USDC serves primarily two major functions: providing access to US dollars in regions where banking systems are unreliable or unstable and enabling quick, low-cost international payments compared to the traditional systems including ACH or SWIFT. For instance, residents of countries with significant currency devaluation risks (such as Argentina or Venezuela) often use USDC to preserve their savings.
The Past and Future of Circle
Circle's IPO aligns with the company's broader strategy to position itself as a regulated stablecoin issuer advocating transparency and cooperation with regulators. CEO Jeremy Allaire has been vocal about the necessity of comprehensive federal regulations to ensure the digital dollar remains globally competitive and secure, which the GENIUS Act will likely provide.
Circle-operated stablecoins such as USDC and EURC align with the company's mission to use the technology underlying Bitcoin to improve consumer payments. Because of their high liquidity and acceptance across many cryptocurrency exchanges, these stablecoins sometimes offer the most efficient way to exchange certain currencies, enabling fast and cheap global payments without any reliance on traditional financial institutions.
However, Circle's success does not come without risks. Circle's revenue model heavily depends on interest rates. As rates rise, so does Circle’s revenue; however, the inverse is also true. Additionally, Circle's stablecoins are susceptible to de-pegging from their respective currencies. In March 2023, USDC was briefly de-pegged from the dollar following the Silicon Valley Bank crisis. Since then, Circle has diversified its banking partnerships to enhance the stability and security of its native stablecoins.
Another risk for Circle investors is the company's reliance on its distribution partners.
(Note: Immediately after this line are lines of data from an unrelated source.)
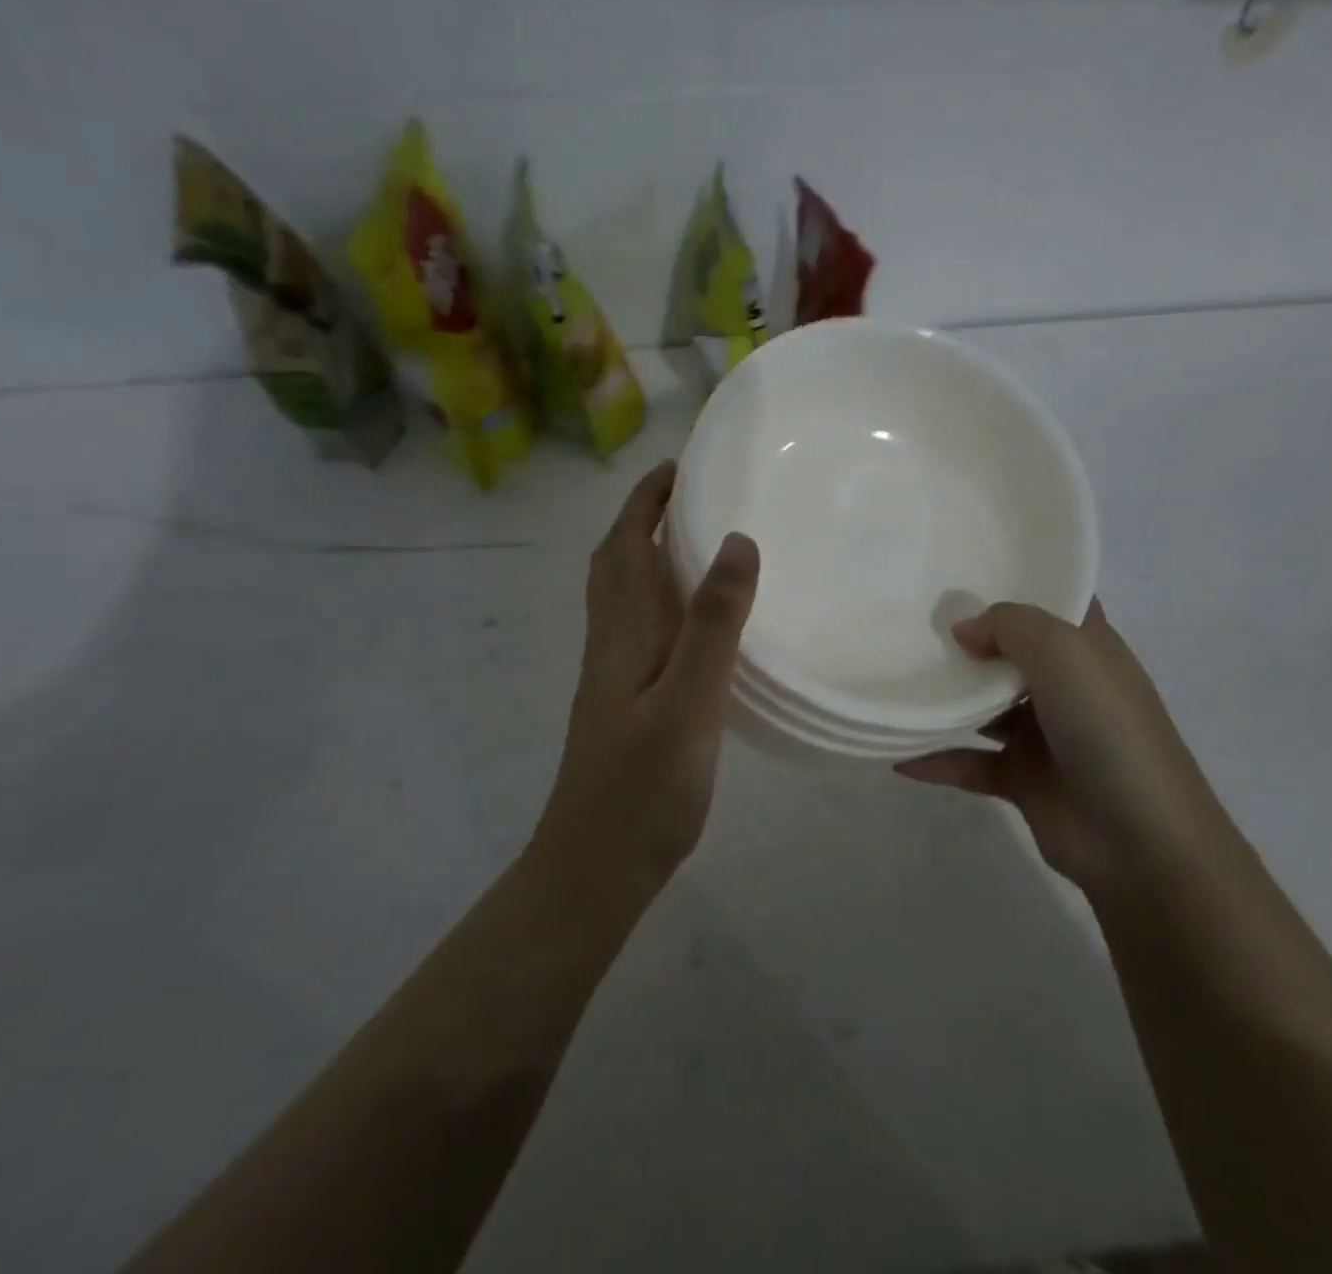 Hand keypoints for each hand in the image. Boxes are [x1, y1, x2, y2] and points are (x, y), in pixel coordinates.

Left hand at [534, 462, 759, 885]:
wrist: (595, 866)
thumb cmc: (643, 786)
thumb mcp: (689, 702)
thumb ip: (713, 623)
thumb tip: (736, 541)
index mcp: (622, 630)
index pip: (625, 542)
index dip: (646, 499)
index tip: (681, 465)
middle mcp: (611, 640)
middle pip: (616, 561)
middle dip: (644, 516)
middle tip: (693, 494)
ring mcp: (613, 673)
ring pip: (624, 594)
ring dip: (648, 554)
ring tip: (699, 541)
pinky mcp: (624, 700)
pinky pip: (639, 626)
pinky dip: (661, 599)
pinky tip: (696, 620)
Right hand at [896, 601, 1206, 887]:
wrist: (1140, 840)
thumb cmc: (1106, 727)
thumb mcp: (1062, 652)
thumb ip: (1007, 625)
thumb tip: (963, 630)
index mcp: (1087, 649)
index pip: (1055, 603)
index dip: (1018, 584)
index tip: (963, 570)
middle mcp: (1066, 686)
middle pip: (1010, 652)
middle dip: (968, 639)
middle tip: (911, 621)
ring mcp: (1045, 735)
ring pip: (985, 707)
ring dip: (948, 699)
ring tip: (898, 679)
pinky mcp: (1023, 779)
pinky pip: (970, 762)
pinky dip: (937, 759)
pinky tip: (900, 756)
Coinbase keeps all of the interest revenue generated from USDC on its exchange and half of the interest revenue generated from USDC held elsewhere. This revenue-sharing model poses concerns about Circle’s profit margins and operational control.
Conclusion
Circle's IPO marks an exciting time for the cryptocurrency space. The market response will serve as a measure of investor appetite not only for the company but also for stablecoins as a reliable component of the cryptocurrency ecosystem amid evolving regulations under the Trump administration.